§ **Problem details**
Throughout the entries below, report every line where "Ulica" is found.

§ **Collected data**

• • •

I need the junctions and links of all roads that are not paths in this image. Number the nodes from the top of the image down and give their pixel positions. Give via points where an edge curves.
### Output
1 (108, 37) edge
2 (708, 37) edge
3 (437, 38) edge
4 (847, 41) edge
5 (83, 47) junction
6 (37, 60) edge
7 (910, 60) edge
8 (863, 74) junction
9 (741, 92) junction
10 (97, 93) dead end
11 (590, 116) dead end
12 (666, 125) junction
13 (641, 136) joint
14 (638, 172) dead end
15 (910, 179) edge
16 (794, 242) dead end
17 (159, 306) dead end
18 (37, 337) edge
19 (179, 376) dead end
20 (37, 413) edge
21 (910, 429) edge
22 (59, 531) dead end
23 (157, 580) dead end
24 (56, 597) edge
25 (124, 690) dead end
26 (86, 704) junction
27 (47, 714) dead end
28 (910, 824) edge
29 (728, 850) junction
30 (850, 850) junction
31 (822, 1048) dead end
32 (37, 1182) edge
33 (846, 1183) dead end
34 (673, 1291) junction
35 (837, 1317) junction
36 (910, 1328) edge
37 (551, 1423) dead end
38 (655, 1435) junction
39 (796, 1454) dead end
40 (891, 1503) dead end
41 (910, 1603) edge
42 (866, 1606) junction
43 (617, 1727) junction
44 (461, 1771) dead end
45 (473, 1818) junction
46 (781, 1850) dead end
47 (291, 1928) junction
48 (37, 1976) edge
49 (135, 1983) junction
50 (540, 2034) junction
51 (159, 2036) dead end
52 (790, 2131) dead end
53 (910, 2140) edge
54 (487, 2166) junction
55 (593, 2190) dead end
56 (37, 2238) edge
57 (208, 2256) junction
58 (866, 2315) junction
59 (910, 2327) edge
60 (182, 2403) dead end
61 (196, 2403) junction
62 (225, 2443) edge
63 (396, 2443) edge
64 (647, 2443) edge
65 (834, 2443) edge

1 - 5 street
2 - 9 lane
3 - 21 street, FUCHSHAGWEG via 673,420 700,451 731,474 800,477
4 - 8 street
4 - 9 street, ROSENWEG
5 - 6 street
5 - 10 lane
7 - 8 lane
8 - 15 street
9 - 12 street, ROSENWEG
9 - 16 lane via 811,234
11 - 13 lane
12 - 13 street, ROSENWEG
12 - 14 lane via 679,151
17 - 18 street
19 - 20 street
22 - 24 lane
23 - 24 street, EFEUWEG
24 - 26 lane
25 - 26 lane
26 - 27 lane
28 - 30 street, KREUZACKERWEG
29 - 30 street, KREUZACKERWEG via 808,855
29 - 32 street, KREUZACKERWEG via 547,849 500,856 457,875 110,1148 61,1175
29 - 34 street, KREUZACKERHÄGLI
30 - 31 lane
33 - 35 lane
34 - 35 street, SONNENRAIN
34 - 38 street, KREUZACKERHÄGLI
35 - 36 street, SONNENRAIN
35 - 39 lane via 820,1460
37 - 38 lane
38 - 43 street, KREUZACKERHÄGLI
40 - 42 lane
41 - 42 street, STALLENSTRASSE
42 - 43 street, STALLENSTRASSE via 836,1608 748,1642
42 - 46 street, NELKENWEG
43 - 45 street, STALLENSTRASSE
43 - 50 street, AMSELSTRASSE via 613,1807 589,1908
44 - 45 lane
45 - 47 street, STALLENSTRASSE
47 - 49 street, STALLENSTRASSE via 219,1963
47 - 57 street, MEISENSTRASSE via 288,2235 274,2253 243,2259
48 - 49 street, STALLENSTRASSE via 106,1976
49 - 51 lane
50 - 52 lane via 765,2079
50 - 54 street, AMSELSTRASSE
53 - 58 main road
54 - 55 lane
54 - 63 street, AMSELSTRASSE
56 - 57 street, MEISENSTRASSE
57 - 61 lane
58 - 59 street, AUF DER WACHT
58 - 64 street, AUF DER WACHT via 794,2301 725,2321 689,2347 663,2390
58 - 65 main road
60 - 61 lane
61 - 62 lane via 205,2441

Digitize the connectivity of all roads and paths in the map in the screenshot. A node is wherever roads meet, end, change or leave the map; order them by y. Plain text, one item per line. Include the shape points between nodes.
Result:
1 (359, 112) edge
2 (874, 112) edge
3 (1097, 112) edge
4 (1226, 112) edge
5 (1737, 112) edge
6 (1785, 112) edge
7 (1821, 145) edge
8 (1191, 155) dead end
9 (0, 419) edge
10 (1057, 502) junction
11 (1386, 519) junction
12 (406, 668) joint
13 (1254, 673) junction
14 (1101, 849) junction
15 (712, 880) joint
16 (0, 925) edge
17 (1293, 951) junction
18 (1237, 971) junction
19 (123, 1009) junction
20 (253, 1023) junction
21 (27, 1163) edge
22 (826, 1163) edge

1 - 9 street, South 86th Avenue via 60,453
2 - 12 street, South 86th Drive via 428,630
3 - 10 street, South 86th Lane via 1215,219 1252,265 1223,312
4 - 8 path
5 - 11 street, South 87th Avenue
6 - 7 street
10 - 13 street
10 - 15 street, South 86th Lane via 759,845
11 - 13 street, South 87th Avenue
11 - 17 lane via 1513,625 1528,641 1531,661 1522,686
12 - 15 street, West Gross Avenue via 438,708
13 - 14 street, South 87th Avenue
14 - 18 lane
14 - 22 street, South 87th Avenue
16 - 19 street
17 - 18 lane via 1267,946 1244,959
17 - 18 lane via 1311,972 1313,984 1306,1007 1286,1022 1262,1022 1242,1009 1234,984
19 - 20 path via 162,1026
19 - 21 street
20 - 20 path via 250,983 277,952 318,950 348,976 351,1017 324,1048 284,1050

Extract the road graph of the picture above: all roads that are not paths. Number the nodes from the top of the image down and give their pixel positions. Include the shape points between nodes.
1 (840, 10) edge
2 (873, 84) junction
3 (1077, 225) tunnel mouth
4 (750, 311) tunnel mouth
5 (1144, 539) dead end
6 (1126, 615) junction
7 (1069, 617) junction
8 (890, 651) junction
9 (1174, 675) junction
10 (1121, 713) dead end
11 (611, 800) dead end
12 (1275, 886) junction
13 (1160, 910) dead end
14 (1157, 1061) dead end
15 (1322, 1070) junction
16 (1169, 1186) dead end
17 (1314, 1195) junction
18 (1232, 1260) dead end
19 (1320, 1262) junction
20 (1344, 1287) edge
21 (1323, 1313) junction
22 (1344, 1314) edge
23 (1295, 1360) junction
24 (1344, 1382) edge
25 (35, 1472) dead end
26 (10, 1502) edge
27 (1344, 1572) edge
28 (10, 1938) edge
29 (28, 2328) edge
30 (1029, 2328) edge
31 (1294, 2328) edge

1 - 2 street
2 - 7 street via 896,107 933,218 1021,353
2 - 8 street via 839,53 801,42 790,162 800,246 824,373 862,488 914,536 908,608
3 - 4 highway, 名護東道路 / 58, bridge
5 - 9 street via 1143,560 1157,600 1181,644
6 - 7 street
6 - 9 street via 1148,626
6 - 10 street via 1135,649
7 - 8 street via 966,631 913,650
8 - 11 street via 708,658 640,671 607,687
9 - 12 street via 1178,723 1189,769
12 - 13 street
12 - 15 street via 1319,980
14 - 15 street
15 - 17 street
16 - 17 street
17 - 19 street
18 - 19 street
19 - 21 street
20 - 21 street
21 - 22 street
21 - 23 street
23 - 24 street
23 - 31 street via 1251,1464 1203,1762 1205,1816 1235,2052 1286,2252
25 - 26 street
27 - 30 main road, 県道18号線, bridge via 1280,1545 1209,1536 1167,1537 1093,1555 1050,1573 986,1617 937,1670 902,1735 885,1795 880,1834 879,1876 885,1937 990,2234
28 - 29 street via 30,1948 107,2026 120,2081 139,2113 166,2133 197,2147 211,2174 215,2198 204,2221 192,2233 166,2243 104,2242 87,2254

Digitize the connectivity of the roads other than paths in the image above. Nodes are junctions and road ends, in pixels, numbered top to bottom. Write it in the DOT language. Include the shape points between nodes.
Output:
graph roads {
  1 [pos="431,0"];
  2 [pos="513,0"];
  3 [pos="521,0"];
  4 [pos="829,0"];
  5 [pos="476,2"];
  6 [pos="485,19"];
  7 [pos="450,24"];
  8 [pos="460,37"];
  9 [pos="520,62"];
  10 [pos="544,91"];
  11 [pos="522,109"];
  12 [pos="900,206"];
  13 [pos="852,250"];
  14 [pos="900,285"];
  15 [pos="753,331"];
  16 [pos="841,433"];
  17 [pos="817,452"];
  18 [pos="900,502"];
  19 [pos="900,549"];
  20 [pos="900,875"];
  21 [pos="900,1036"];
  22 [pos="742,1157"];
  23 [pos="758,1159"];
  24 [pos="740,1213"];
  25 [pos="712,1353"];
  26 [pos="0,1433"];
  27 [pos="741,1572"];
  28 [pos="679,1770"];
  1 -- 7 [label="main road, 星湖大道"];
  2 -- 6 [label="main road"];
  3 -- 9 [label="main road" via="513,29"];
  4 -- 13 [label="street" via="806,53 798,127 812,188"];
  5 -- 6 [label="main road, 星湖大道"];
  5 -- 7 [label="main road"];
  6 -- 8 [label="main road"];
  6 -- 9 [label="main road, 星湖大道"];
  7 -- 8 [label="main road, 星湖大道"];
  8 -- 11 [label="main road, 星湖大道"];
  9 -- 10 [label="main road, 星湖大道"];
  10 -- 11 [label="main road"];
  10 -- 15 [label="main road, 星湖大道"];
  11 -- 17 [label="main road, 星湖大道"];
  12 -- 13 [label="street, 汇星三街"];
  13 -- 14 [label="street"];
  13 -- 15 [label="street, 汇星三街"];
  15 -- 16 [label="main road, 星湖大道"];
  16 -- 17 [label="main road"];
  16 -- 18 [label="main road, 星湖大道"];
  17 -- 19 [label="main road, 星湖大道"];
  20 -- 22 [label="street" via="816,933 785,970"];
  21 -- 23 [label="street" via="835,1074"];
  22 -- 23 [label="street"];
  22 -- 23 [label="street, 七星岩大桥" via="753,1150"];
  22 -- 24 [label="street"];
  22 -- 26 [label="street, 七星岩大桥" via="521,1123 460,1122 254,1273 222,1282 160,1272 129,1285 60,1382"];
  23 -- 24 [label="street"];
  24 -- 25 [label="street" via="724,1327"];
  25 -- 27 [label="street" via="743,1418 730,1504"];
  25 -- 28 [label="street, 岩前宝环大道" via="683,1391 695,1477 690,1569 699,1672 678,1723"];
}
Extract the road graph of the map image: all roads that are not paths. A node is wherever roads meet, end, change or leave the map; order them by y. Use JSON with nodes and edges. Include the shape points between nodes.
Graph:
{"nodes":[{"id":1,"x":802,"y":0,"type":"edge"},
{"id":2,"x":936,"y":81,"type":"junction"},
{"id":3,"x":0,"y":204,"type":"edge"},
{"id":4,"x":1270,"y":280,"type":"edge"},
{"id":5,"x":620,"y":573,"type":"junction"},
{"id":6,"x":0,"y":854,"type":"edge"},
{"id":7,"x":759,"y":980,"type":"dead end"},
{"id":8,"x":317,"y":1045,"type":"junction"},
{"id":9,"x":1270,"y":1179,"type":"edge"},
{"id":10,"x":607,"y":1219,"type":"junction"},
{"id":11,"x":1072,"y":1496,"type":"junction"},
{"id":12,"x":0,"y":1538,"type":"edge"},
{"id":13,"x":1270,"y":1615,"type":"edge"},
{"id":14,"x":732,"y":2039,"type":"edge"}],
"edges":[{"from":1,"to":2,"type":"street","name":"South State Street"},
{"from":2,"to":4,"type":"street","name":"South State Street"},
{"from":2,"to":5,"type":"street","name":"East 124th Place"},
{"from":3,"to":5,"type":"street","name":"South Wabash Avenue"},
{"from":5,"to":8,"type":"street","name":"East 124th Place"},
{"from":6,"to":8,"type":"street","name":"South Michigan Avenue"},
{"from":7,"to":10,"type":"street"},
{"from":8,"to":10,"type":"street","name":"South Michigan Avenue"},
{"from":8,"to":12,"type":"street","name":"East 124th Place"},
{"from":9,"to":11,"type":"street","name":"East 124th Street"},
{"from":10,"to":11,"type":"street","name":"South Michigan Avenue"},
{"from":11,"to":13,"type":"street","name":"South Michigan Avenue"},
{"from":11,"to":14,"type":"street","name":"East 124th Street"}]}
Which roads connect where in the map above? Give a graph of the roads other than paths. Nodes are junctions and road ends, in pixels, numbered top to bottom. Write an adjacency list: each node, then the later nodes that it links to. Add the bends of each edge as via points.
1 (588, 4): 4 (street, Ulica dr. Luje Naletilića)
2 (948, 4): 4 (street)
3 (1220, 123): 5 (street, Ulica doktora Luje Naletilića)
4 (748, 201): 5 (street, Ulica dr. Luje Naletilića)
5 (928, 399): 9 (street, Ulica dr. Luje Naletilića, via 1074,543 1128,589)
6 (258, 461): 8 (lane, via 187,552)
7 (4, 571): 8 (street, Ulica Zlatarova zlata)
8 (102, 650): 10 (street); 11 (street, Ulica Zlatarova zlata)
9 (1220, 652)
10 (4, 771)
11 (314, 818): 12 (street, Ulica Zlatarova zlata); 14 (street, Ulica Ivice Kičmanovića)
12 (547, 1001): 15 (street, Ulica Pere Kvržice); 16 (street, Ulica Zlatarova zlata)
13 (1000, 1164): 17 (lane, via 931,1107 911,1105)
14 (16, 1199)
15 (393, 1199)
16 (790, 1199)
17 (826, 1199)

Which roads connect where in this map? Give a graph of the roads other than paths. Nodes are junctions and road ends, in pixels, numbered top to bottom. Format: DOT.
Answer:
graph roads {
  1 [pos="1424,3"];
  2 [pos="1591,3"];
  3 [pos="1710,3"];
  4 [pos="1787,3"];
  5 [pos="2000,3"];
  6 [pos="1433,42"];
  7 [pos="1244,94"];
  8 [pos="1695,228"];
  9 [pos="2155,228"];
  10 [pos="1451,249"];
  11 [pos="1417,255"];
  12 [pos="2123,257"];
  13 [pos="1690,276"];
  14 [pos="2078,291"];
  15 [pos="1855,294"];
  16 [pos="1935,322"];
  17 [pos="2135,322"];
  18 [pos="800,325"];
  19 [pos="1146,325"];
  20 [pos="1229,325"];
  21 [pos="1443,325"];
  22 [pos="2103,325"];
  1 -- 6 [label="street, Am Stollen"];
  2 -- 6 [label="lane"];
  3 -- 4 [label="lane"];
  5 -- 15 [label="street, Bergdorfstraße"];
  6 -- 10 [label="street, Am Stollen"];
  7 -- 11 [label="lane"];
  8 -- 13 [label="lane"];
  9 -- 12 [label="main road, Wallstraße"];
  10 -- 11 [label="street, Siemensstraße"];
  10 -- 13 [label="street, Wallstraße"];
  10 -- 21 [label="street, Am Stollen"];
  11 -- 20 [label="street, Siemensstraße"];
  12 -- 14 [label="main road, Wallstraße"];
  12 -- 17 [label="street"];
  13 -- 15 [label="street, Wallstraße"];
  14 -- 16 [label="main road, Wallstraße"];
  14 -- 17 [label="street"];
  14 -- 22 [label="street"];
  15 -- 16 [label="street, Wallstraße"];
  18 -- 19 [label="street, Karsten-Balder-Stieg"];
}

• • •

§ **Response to this task**
1 (588, 4): 4 (street, Ulica dr. Luje Naletilića)
3 (1220, 123): 5 (street, Ulica doktora Luje Naletilića)
4 (748, 201): 5 (street, Ulica dr. Luje Naletilića)
5 (928, 399): 9 (street, Ulica dr. Luje Naletilića, via 1074,543 1128,589)
7 (4, 571): 8 (street, Ulica Zlatarova zlata)
8 (102, 650): 10 (street); 11 (street, Ulica Zlatarova zlata)
11 (314, 818): 12 (street, Ulica Zlatarova zlata); 14 (street, Ulica Ivice Kičmanovića)
12 (547, 1001): 15 (street, Ulica Pere Kvržice); 16 (street, Ulica Zlatarova zlata)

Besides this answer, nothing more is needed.